There are now more claims that Cleveland Police may have played a part in Kevin McQueen’s death.
In September, friends rushed him to the hospital with gunshot wound. Police pulled the car transporting him over and witnesses say it took 20 minutes for police to let them continue on to the ER.
Police aren’t giving many details, but according to the driver of the van transporting McQueen to the hospital, everyone in the car was handcuffed, and forced to wait 20 minutes, face first, on the ground, while police did criminal records checks.
All the while, McQueen was dying in the backseat of the car.
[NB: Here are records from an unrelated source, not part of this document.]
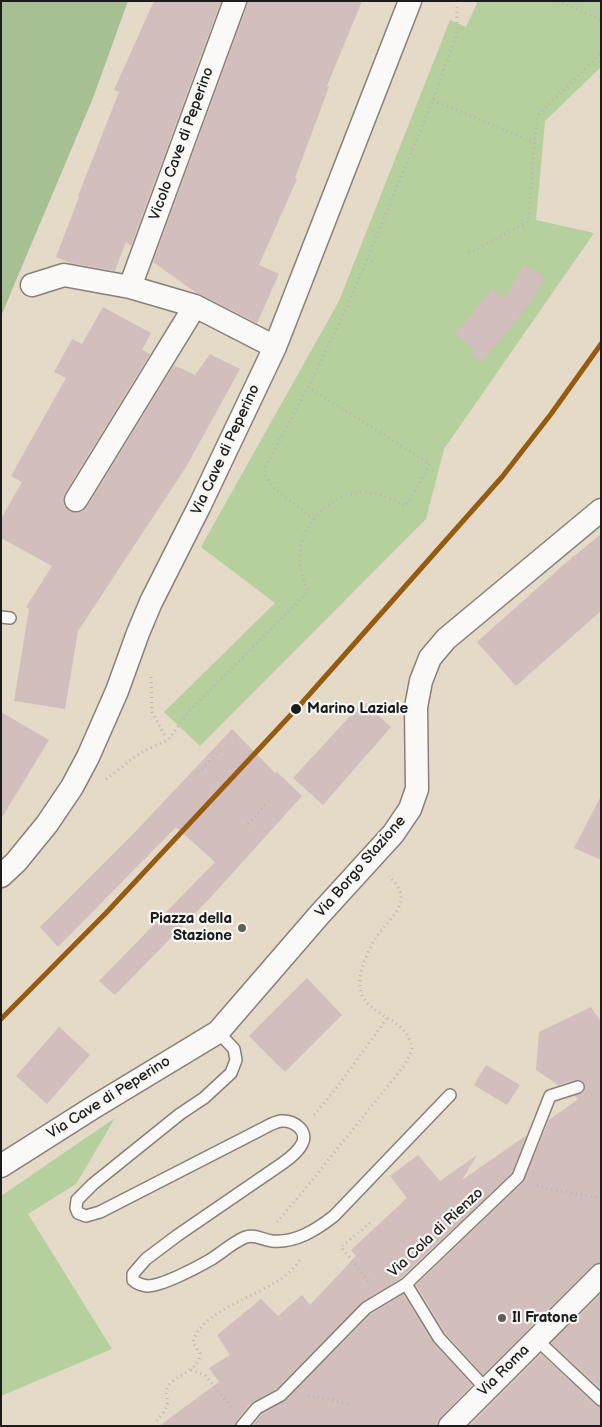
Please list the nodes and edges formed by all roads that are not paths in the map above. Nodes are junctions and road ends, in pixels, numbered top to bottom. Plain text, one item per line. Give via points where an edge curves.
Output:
1 (234, 1) edge
2 (410, 1) edge
3 (32, 285) dead end
4 (130, 287) junction
5 (195, 306) junction
6 (275, 347) junction
7 (76, 500) dead end
8 (601, 510) edge
9 (1, 876) edge
10 (218, 1032) junction
11 (578, 1087) dead end
12 (450, 1095) dead end
13 (1, 1166) edge
14 (601, 1275) edge
15 (403, 1286) junction
16 (536, 1339) junction
17 (486, 1389) junction
18 (601, 1400) edge
19 (242, 1426) edge
20 (450, 1426) edge

1 - 4 street, Vicolo Cave di Peperino
2 - 6 street, Via Cave di Peperino
3 - 4 street via 64,276
4 - 5 street
5 - 6 street
5 - 7 street
6 - 9 street, Via Cave di Peperino via 151,602 88,757 47,824
8 - 10 street, Via Borgo Stazione via 446,639 430,658 416,707 417,789 410,809 393,834
10 - 12 lane via 234,1049 236,1060 231,1073 204,1098 93,1184 77,1200 78,1213 86,1216 100,1212 272,1124 289,1122 302,1129 305,1135 303,1143 283,1163 146,1259 133,1274 137,1284 145,1286 173,1278 210,1260 245,1237 283,1240 303,1237 317,1229
10 - 13 street, Via Cave di Peperino
11 - 15 lane, Via Cola di Rienzo via 550,1096 518,1177
14 - 16 street, Via Roma
15 - 17 lane via 439,1338
15 - 19 lane, Via Cola di Rienzo via 366,1308 286,1391 257,1408
16 - 17 street, Via Roma
16 - 18 lane
17 - 20 street, Via Roma

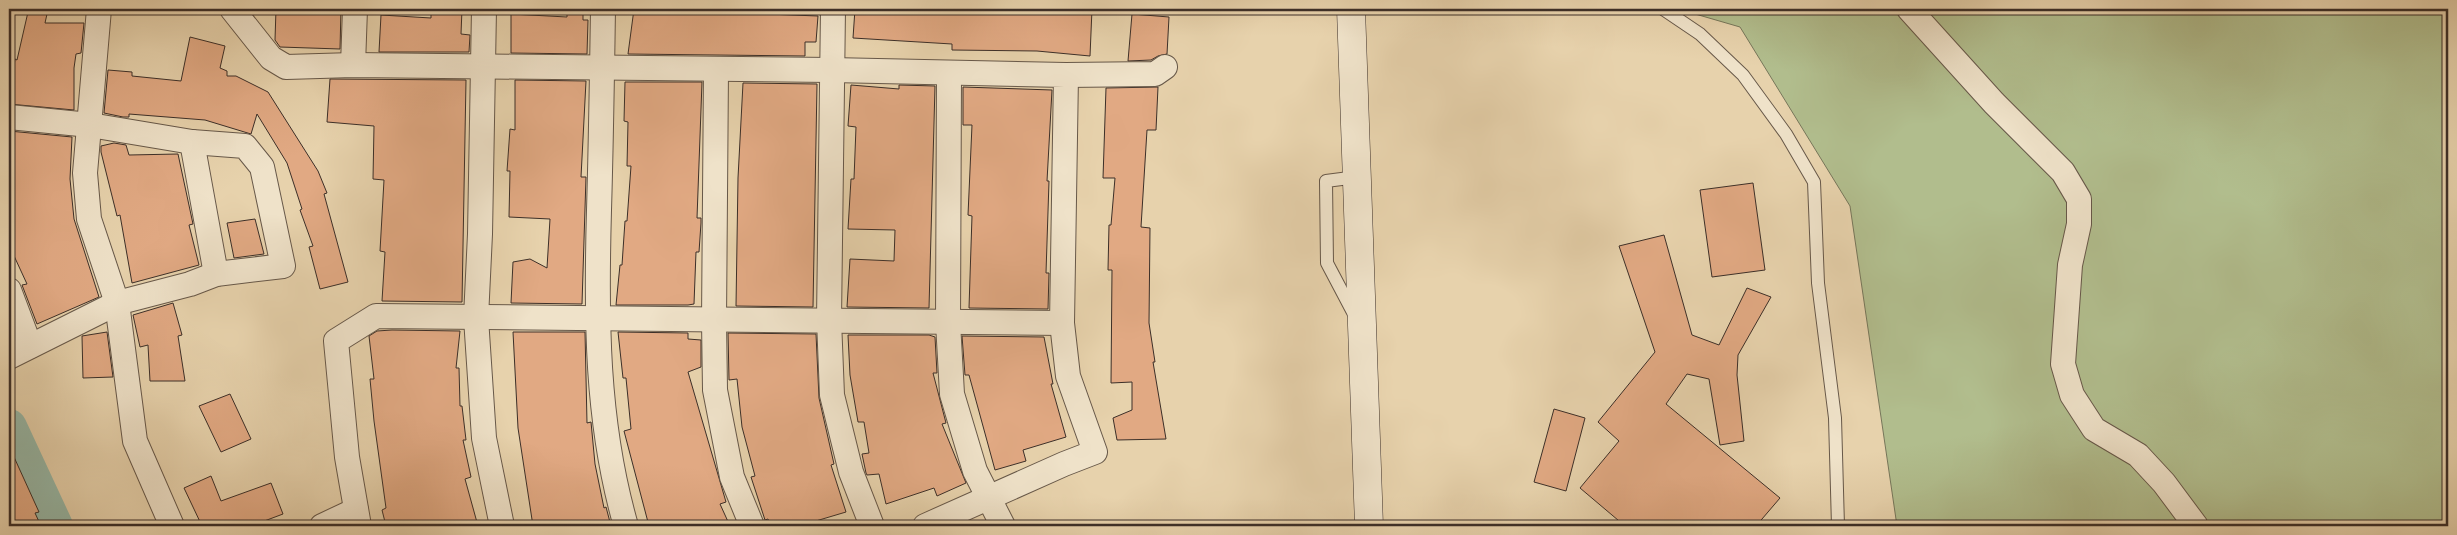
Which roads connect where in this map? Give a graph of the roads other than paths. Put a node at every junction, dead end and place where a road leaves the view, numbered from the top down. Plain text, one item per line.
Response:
1 (99, 9) edge
2 (232, 9) edge
3 (356, 9) edge
4 (484, 9) edge
5 (603, 9) edge
6 (833, 9) edge
7 (1351, 9) edge
8 (1662, 9) edge
9 (1909, 9) edge
10 (353, 65) junction
11 (483, 67) junction
12 (1165, 68) dead end
13 (602, 69) junction
14 (716, 70) junction
15 (832, 70) junction
16 (949, 74) junction
17 (1066, 75) junction
18 (9, 117) edge
19 (90, 125) junction
20 (192, 142) junction
21 (216, 274) junction
22 (9, 290) edge
23 (117, 303) junction
24 (476, 318) junction
25 (596, 319) junction
26 (829, 320) junction
27 (714, 321) junction
28 (948, 323) junction
29 (1062, 323) junction
30 (30, 346) junction
31 (9, 357) edge
32 (989, 499) junction
33 (358, 518) edge
34 (172, 526) edge
35 (322, 526) edge
36 (502, 526) edge
37 (626, 526) edge
38 (752, 526) edge
39 (872, 526) edge
40 (925, 526) edge
41 (1003, 526) edge
42 (1369, 526) edge
43 (1838, 526) edge
44 (2196, 526) edge

1 - 19 street
2 - 10 street
3 - 10 street
4 - 11 street
5 - 13 street
6 - 15 street
7 - 42 street
8 - 43 lane
9 - 44 street
10 - 11 street
11 - 13 street
11 - 24 street
12 - 17 street
13 - 14 street
13 - 25 street
14 - 15 street
14 - 27 street
15 - 16 street
15 - 26 street
16 - 17 street
16 - 28 street
17 - 29 street
18 - 19 street
19 - 20 street
19 - 23 street
20 - 21 street
20 - 21 street
21 - 23 street
22 - 30 street
23 - 30 street
23 - 34 street
24 - 25 street
24 - 33 street
24 - 36 street
25 - 27 street
25 - 37 street
26 - 27 street
26 - 28 street
26 - 39 street
27 - 38 street
28 - 29 street
28 - 32 street
29 - 32 street
30 - 31 street
32 - 40 street
32 - 41 street
33 - 35 street

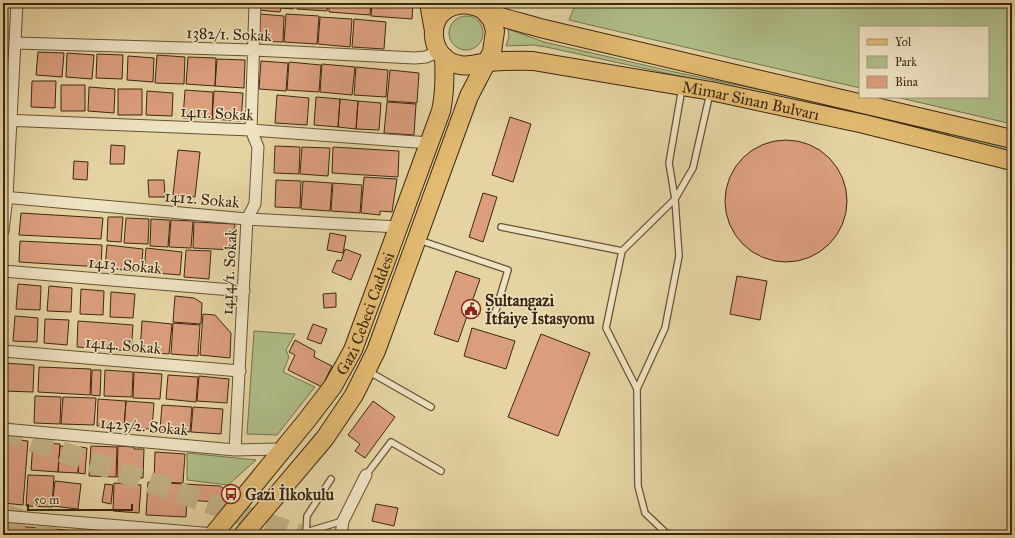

Monique Golson was behind the wheel and McQueen was in her backseat. He was shot and barely holding on to life.
“I know if they’d let us get there, he died an hour later, maybe if he wouldn’t have bled out so long, he might have made it, you know? And I’ve got to live with that because I shouldn’t have stopped, now I got to live with the fact that I stopped,” said Golson.
It’s a drive she replays in her head daily. With McQueen in the backseat, she and two friends left her Lakeview Terrace apartment and took off for Metro Health.
“I’m running every light, every stop sign, because I’m trying to get him to the hospital fast,” she said.
According to police, Golson was pulled over less than one mile from Metro Health on Storer Avenue. All the while, she says she plead with police to let them proceed to the ER.
“They don’t care. They pull their guns out, pull us out the car, put us on the ground, handcuff us, run our names, run the van name,” she said.
CPD has a very clear policy for medical trauma response. If it’s known that someone pulled over, or in police custody is experiencing trauma, police must do one of three things: Wait for EMS to arrive, immediately transport the person to the hospital, or provide trauma aid.
According to police records, officers did provide first aid to McQueen and they did call for EMS, but it was not until a sergeant arrived on scene that police decided to bring McQueen to the ER.
“Straight to Metro, I might have been two stop signs from Metro,” said Golson.
Police have body camera footage of the incident that would be able to show how long the van was actually pulled over. They are not releasing that footage because McQueen’s death is still an active homicide investigation.